Y entonces sucedió, el virus alcanzó a un ser querido, aun no puedo poner en palabras lo que sentí cuando me avisaron que estaban a punto de hospitalizarlo, era consciente de que ya llevaba varios días enfermo y habíamos acatado la instrucción de cuidarlo desde casa, estar pendientes de cualquier cambio en su respiración y en caso de que empeorara llevarlo inmediatamente al hospital; todo paso muy rápido, por la mañana su nivel de oxigenación estaba en 90%, hacía las dos de la tarde su nivel ya había caído a 80% y para cuando dieron las seis de la tarde él ya estaba hospitalizado; en su momento no pude entenderlo, recuerdo que cuando me dieron la noticia yo estaba en la oficina, ese día al terminar el trabajo llegue a casa, tome un baño, me senté en el sofá de mi casa y entonces pude sentirlo, era como si mi alma abandonara mi cuerpo, estaba entumecida, no sabía que hacer; un día antes había comprado todo para hacer arroz con leche y llevárselo, planeaba prepararlo esa tarde; me aterro la idea de ya nunca poder preparar un arroz con leche para él, cuando por fin pude salir de ese estado de entumecimiento me levanté del sofá, limpié mi cocina, y guarde todos los ingredientes del arroz con leche mientras hacía una oración, no podía hacer nada más, me recordé a mí misma la fragilidad de nuestras vidas.

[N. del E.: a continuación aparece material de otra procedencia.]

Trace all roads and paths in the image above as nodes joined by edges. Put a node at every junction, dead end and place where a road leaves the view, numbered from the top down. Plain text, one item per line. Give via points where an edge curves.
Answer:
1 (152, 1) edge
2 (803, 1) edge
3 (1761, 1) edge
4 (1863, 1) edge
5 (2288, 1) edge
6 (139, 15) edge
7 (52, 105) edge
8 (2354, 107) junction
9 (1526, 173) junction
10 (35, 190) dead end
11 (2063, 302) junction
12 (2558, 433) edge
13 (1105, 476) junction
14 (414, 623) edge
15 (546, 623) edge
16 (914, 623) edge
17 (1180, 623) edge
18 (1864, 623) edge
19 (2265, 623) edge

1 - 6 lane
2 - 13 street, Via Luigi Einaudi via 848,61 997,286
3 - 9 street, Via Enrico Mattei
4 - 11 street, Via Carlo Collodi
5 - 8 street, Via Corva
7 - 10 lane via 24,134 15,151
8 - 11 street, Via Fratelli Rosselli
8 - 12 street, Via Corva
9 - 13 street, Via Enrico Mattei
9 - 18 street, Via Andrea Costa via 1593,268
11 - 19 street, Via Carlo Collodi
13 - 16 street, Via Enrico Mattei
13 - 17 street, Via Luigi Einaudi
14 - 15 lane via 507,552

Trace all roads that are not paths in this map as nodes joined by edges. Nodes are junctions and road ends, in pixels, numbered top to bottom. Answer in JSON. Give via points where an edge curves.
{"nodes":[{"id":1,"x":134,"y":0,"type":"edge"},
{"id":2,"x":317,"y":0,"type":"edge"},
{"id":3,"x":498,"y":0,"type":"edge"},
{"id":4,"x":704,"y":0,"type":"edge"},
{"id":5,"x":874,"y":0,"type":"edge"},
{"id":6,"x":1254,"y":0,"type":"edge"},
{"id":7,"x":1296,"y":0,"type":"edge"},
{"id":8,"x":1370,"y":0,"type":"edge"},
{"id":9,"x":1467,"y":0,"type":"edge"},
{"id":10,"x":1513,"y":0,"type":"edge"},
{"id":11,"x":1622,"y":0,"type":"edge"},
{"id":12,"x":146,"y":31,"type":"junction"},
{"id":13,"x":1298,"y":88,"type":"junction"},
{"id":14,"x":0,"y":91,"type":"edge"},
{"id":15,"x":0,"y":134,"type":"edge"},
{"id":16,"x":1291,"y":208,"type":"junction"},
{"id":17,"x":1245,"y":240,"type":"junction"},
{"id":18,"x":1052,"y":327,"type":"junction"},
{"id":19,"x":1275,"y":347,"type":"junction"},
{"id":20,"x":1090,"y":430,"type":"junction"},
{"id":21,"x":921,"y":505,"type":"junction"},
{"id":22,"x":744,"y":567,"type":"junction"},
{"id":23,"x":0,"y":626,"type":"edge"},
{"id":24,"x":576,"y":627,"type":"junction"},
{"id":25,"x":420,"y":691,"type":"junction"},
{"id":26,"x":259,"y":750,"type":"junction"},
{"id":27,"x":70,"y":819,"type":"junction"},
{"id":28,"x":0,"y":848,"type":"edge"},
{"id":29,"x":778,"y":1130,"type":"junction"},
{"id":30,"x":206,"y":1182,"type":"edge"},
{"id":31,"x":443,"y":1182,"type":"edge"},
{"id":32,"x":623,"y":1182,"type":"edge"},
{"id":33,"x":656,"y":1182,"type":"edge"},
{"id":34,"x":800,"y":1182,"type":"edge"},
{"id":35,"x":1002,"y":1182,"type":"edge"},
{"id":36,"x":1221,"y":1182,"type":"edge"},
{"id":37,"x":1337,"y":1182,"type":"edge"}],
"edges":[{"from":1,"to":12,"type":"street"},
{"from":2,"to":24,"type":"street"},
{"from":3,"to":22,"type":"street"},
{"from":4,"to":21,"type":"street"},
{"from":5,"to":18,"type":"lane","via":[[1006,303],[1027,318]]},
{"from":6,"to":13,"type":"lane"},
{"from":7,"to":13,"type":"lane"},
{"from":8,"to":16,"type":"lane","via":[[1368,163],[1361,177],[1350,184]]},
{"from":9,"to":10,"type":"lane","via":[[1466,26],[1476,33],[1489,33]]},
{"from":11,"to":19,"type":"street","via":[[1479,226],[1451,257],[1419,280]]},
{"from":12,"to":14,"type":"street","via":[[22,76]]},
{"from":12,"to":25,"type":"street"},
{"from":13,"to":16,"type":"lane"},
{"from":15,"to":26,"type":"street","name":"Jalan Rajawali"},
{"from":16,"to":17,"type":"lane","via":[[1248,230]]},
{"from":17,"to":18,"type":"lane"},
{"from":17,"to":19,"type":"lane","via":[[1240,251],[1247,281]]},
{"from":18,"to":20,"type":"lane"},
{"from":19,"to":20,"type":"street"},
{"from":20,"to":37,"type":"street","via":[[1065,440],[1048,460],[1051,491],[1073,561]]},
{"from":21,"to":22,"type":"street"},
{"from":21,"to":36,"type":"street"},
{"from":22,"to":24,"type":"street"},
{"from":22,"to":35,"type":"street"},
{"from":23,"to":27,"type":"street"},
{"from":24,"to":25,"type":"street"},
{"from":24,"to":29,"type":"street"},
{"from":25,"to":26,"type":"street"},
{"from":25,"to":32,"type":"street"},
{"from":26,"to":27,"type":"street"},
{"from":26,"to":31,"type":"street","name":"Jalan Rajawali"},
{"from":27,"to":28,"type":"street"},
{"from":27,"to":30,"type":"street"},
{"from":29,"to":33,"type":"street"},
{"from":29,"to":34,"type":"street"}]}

“La vida cambia deprisa. La vida cambia en un instante. Te sientas a cenar y la vida que conocías se acaba”, en los siguientes días esta frase de Joan Didion no paraba de dar vueltas en mi cabeza, fueron siete días eternos, siete días sin verlo, siete días pegados al teléfono esperando recibir noticias alentadoras, muchas veces tuve miedo de contestar y escuchar lo peor; pasaron los días, él empezó a mejorar, mi alma iba regresando poco a poco a mi cuerpo, llego el momento en que le dieron el alta en el hospital; ese día prepare el arroz con leche más delicioso.

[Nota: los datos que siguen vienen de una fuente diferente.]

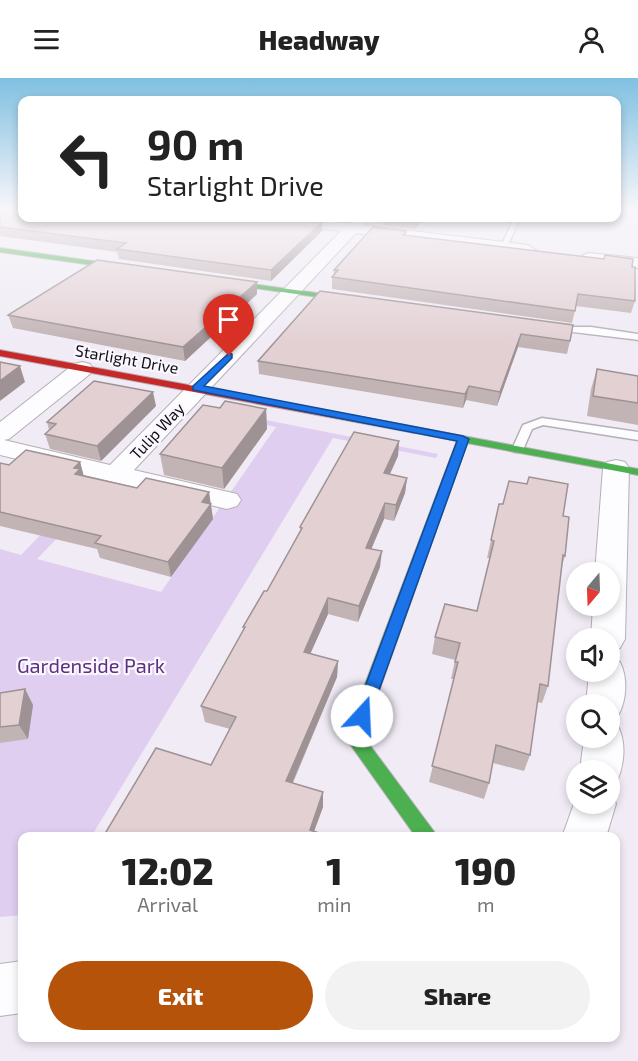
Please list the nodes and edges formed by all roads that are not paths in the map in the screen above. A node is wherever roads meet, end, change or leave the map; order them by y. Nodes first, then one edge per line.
1 (34, 255) edge
2 (327, 255) edge
3 (570, 255) edge
4 (638, 263) edge
5 (152, 272) edge
6 (199, 278) edge
7 (293, 292) junction
8 (373, 303) edge
9 (561, 330) edge
10 (638, 337) edge
11 (0, 353) edge
12 (82, 369) junction
13 (197, 388) junction
14 (0, 434) edge
15 (638, 436) edge
16 (463, 439) junction
17 (0, 447) edge
18 (518, 449) junction
19 (627, 470) edge
20 (116, 474) junction
21 (227, 500) dead end
22 (609, 628) edge
23 (592, 814) edge
24 (424, 832) edge
25 (586, 832) edge
26 (18, 988) edge
27 (0, 990) edge

1 - 5 street
2 - 7 street, Tulip Way
3 - 4 street
6 - 7 street
7 - 8 street
7 - 13 street, Tulip Way
9 - 10 lane
11 - 12 street, Starlight Drive
12 - 13 street, Starlight Drive
12 - 14 street
13 - 16 street, Starlight Drive
13 - 20 street, Tulip Way
15 - 18 lane
16 - 18 street, Starlight Drive
16 - 24 street
17 - 20 street
18 - 19 street, Starlight Drive
19 - 22 street
20 - 21 street
23 - 25 street
26 - 27 street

Muchas veces sólo cuando estamos frente a un peligro inminente es que podemos valorar realmente lo que tenemos, solamente ante esta situación aprendimos a priorizar nuestra salud y bienestar por encima de lo que es material o monetario; por supuesto, surge la preocupación por el impacto en la economía; pero en el fondo, a pesar del malestar, parece que colectivamente tenemos que dejar en claro que la prioridad es el bien común. Creo que es momento de tomar nuestra responsabilidad como parte de esta sociedad y empezar a organizarnos para crear mecanismos que aseguren el bien común de todas y de todos; creo que todas las personas tenemos el derecho de cuidar de nuestra salud y de la de nuestros seres amados, porque al final, si los derechos que tenemos no los tienen los demás, entonces no son derechos, son privilegios.